Northern Vermont bass test positive for strontium, cesium


BRATTLEBORO -- Fish taken from a lake in northern Vermont had similar levels of strontium-90 and cesium-137 as fish taken from the Connecticut River near Vermont Yankee nuclear power plant in Vernon.

During a Feb. 3 meeting of the House Fish, Wildlife and Water Resources Committee in the Vermont Statehouse, committee members heard from Bill Irwin, chief of radiological health for the Vermont Department of Health.

"We got preliminary results from our fish sample analysis from Lake Carmi in northern Franklin County," Irwin told the Reformer on Monday.

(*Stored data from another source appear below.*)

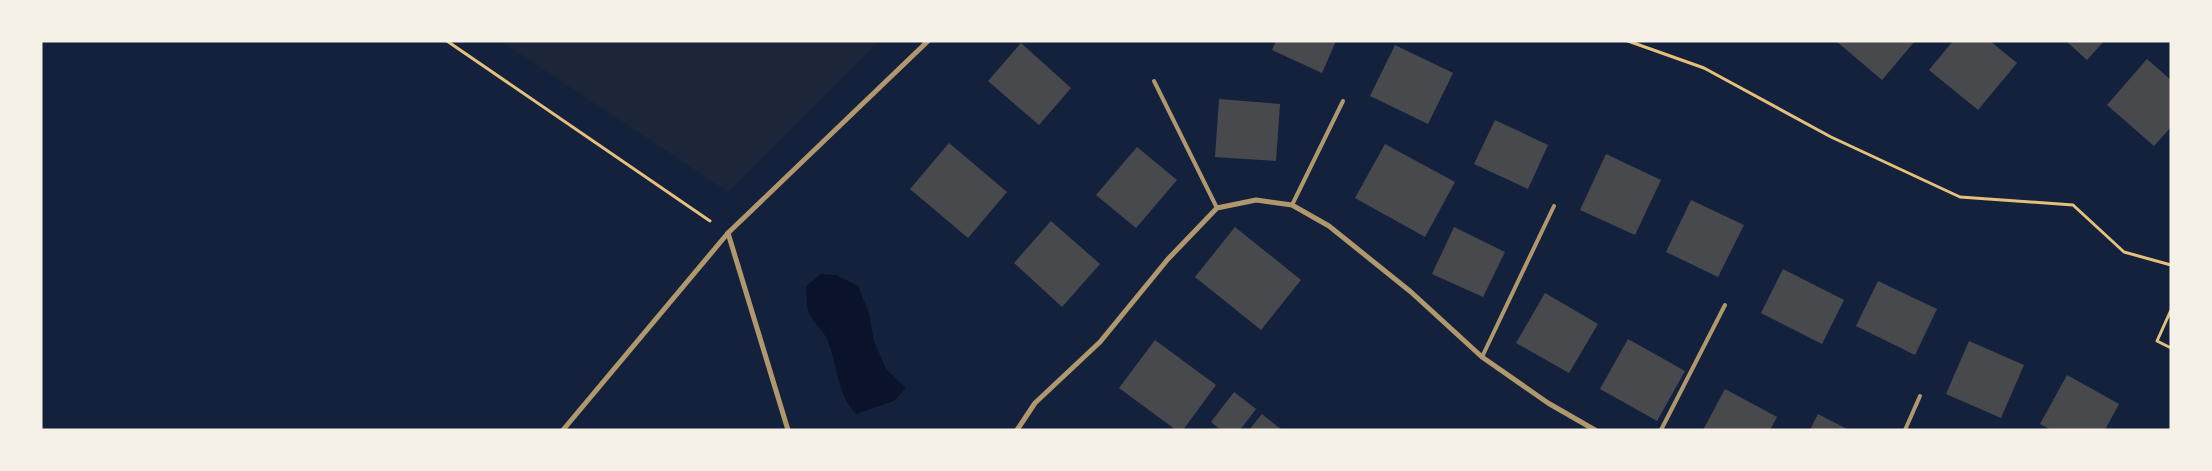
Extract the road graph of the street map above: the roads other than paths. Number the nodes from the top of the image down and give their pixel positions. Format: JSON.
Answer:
{"nodes":[{"id":1,"x":928,"y":41,"type":"edge"},
{"id":2,"x":1154,"y":81,"type":"dead end"},
{"id":3,"x":1343,"y":101,"type":"dead end"},
{"id":4,"x":1292,"y":205,"type":"junction"},
{"id":5,"x":1554,"y":206,"type":"dead end"},
{"id":6,"x":1217,"y":208,"type":"junction"},
{"id":7,"x":728,"y":233,"type":"junction"},
{"id":8,"x":1725,"y":305,"type":"dead end"},
{"id":9,"x":1482,"y":356,"type":"junction"},
{"id":10,"x":1920,"y":396,"type":"dead end"},
{"id":11,"x":563,"y":430,"type":"edge"},
{"id":12,"x":788,"y":430,"type":"edge"},
{"id":13,"x":1016,"y":430,"type":"edge"},
{"id":14,"x":1595,"y":430,"type":"edge"},
{"id":15,"x":1661,"y":430,"type":"edge"},
{"id":16,"x":1904,"y":430,"type":"edge"}],
"edges":[{"from":1,"to":7,"type":"street"},
{"from":2,"to":6,"type":"lane"},
{"from":3,"to":4,"type":"lane"},
{"from":4,"to":6,"type":"street"},
{"from":4,"to":9,"type":"street"},
{"from":5,"to":9,"type":"lane"},
{"from":6,"to":13,"type":"street"},
{"from":7,"to":11,"type":"street"},
{"from":7,"to":12,"type":"street"},
{"from":8,"to":15,"type":"lane"},
{"from":9,"to":14,"type":"street"},
{"from":10,"to":16,"type":"lane"}]}
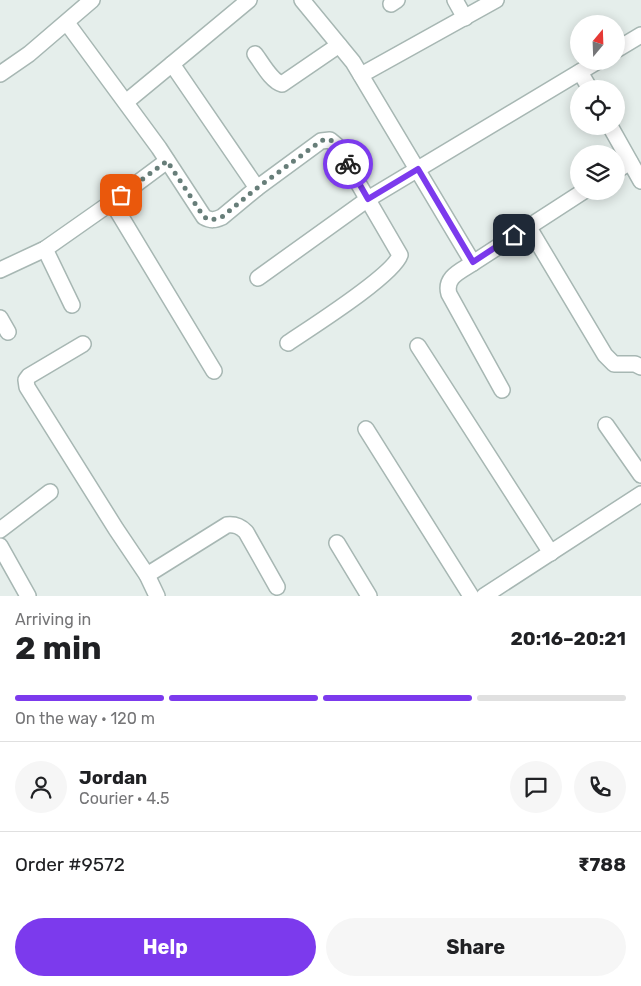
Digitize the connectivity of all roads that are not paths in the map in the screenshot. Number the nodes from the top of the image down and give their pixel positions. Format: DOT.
graph roads {
  1 [pos="92,0"];
  2 [pos="249,0"];
  3 [pos="302,0"];
  4 [pos="455,0"];
  5 [pos="496,0"];
  6 [pos="466,18"];
  7 [pos="67,23"];
  8 [pos="641,35"];
  9 [pos="339,45"];
  10 [pos="625,45"];
  11 [pos="255,54"];
  12 [pos="172,64"];
  13 [pos="583,70"];
  14 [pos="580,72"];
  15 [pos="0,74"];
  16 [pos="361,76"];
  17 [pos="585,80"];
  18 [pos="126,102"];
  19 [pos="615,135"];
  20 [pos="167,161"];
  21 [pos="630,162"];
  22 [pos="625,165"];
  23 [pos="418,169"];
  24 [pos="641,181"];
  25 [pos="257,188"];
  26 [pos="368,199"];
  27 [pos="570,200"];
  28 [pos="112,202"];
  29 [pos="528,226"];
  30 [pos="45,249"];
  31 [pos="473,262"];
  32 [pos="0,270"];
  33 [pos="258,278"];
  34 [pos="72,305"];
  35 [pos="0,318"];
  36 [pos="8,332"];
  37 [pos="288,343"];
  38 [pos="84,344"];
  39 [pos="418,346"];
  40 [pos="641,367"];
  41 [pos="214,371"];
  42 [pos="502,390"];
  43 [pos="606,425"];
  44 [pos="366,429"];
  45 [pos="641,475"];
  46 [pos="50,492"];
  47 [pos="641,494"];
  48 [pos="0,530"];
  49 [pos="337,543"];
  50 [pos="0,546"];
  51 [pos="551,553"];
  52 [pos="147,574"];
  53 [pos="277,587"];
  54 [pos="28,596"];
  55 [pos="156,596"];
  56 [pos="369,596"];
  57 [pos="471,596"];
  58 [pos="484,596"];
  1 -- 7 [label="street"];
  2 -- 12 [label="street"];
  3 -- 9 [label="street"];
  4 -- 6 [label="street"];
  5 -- 6 [label="street"];
  6 -- 16 [label="street"];
  7 -- 15 [label="street"];
  7 -- 18 [label="street"];
  8 -- 10 [label="street"];
  9 -- 11 [label="street"];
  9 -- 16 [label="street"];
  12 -- 18 [label="street"];
  12 -- 25 [label="street"];
  13 -- 14 [label="street"];
  14 -- 17 [label="street"];
  14 -- 23 [label="street"];
  16 -- 23 [label="street"];
  18 -- 20 [label="street"];
  19 -- 21 [label="street"];
  20 -- 25 [label="street"];
  20 -- 28 [label="street"];
  21 -- 22 [label="street"];
  21 -- 24 [label="street"];
  23 -- 26 [label="street"];
  23 -- 31 [label="street"];
  25 -- 26 [label="street"];
  26 -- 33 [label="street"];
  26 -- 37 [label="street"];
  27 -- 29 [label="street"];
  28 -- 30 [label="street"];
  28 -- 41 [label="street"];
  29 -- 31 [label="street"];
  29 -- 40 [label="street"];
  30 -- 32 [label="street"];
  30 -- 34 [label="street"];
  31 -- 42 [label="street"];
  35 -- 36 [label="street"];
  38 -- 52 [label="street"];
  39 -- 51 [label="street"];
  43 -- 45 [label="street"];
  44 -- 57 [label="street"];
  46 -- 48 [label="street"];
  47 -- 51 [label="street"];
  49 -- 56 [label="street"];
  50 -- 54 [label="street"];
  51 -- 58 [label="street"];
  52 -- 53 [label="street"];
  52 -- 55 [label="street"];
}
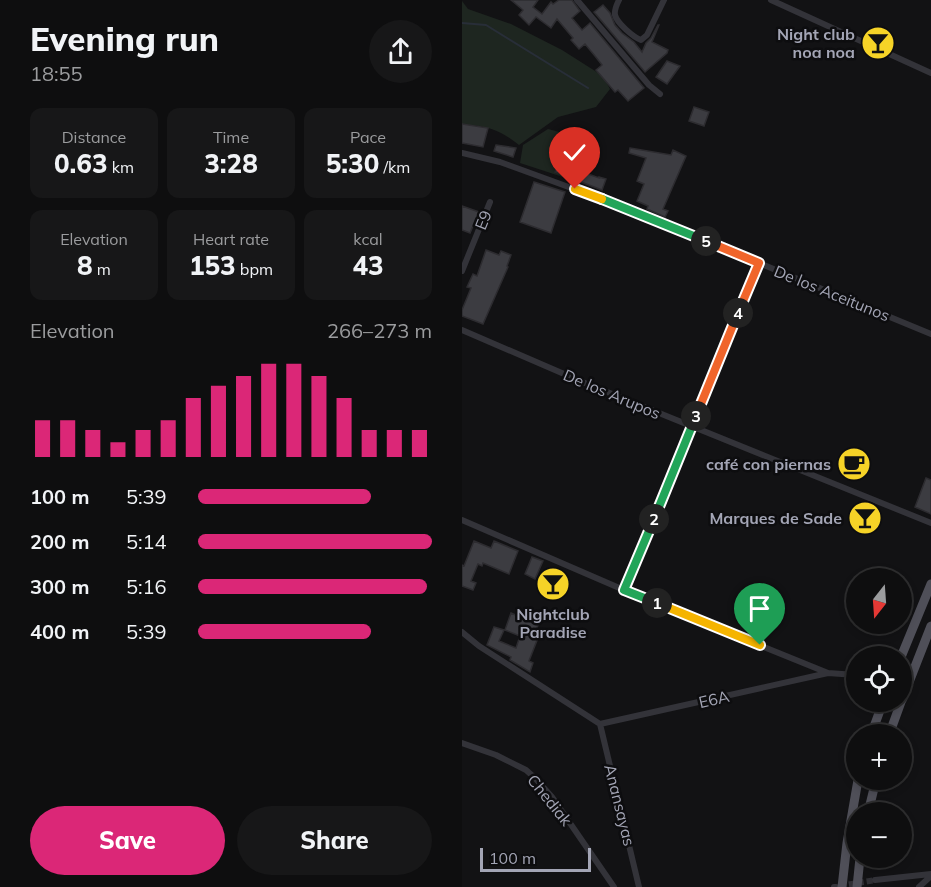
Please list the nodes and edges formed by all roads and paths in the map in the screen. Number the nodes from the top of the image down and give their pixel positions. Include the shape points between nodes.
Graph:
1 (577, 0) edge
2 (664, 0) edge
3 (771, 0) edge
4 (618, 3) edge
5 (930, 70) edge
6 (660, 94) dead end
7 (462, 153) edge
8 (490, 202) dead end
9 (759, 263) junction
10 (462, 271) edge
11 (462, 330) edge
12 (931, 333) edge
13 (692, 427) junction
14 (462, 520) edge
15 (931, 523) edge
16 (931, 584) edge
17 (624, 590) junction
18 (931, 626) edge
19 (462, 632) edge
20 (906, 646) edge
21 (828, 673) junction
22 (846, 674) edge
23 (912, 674) edge
24 (600, 724) junction
25 (462, 743) edge
26 (856, 790) edge
27 (859, 868) edge
28 (931, 875) edge
29 (875, 880) tunnel mouth
30 (614, 887) edge
31 (639, 887) edge
32 (842, 887) edge
33 (856, 887) edge
34 (919, 887) edge

1 - 6 street
2 - 4 street via 641,40 615,17
3 - 5 street
7 - 9 street, De los Aceitunos via 500,162 618,205
8 - 10 street, E9
9 - 12 street, De los Aceitunos
9 - 13 street
11 - 13 street, De los Arupos
13 - 15 street, De los Arupos
13 - 17 street
14 - 17 street
16 - 20 main road
17 - 21 street
18 - 23 main road
19 - 24 street
21 - 22 street
21 - 24 street, E6A
24 - 31 street, Anansayas
25 - 30 street, Chediak via 496,755 535,778
26 - 32 main road
27 - 33 main road
28 - 29 street
28 - 34 street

Irwin said Lake Carmine, in Enosburg Falls, is about as far away from Yankee as you can get and still be in the Green Mountain State.

"The results are that cesium-137 and strontium-90 in Lake Carmi fish is in the same range as Connecticut River fish," said Irwin. "We take this as some evidence that all fish in Vermont are likely to have radioactive cesium and strontium at these levels and that, as we've hypothesized, it is from nuclear weapons fallout and the releases of Chernobyl. All of us are glad to have proof and not just conjecture."

The fish taken from Lake Carmi were small-mouth bass, he said, and were taken from the lake by Vermont Fish and Wildlife fisheries personnel.

Cesium was found in both edible and inedible portions of the bass, he said, while strontium was found only in inedible portions, which include bones, the head, fins and scales.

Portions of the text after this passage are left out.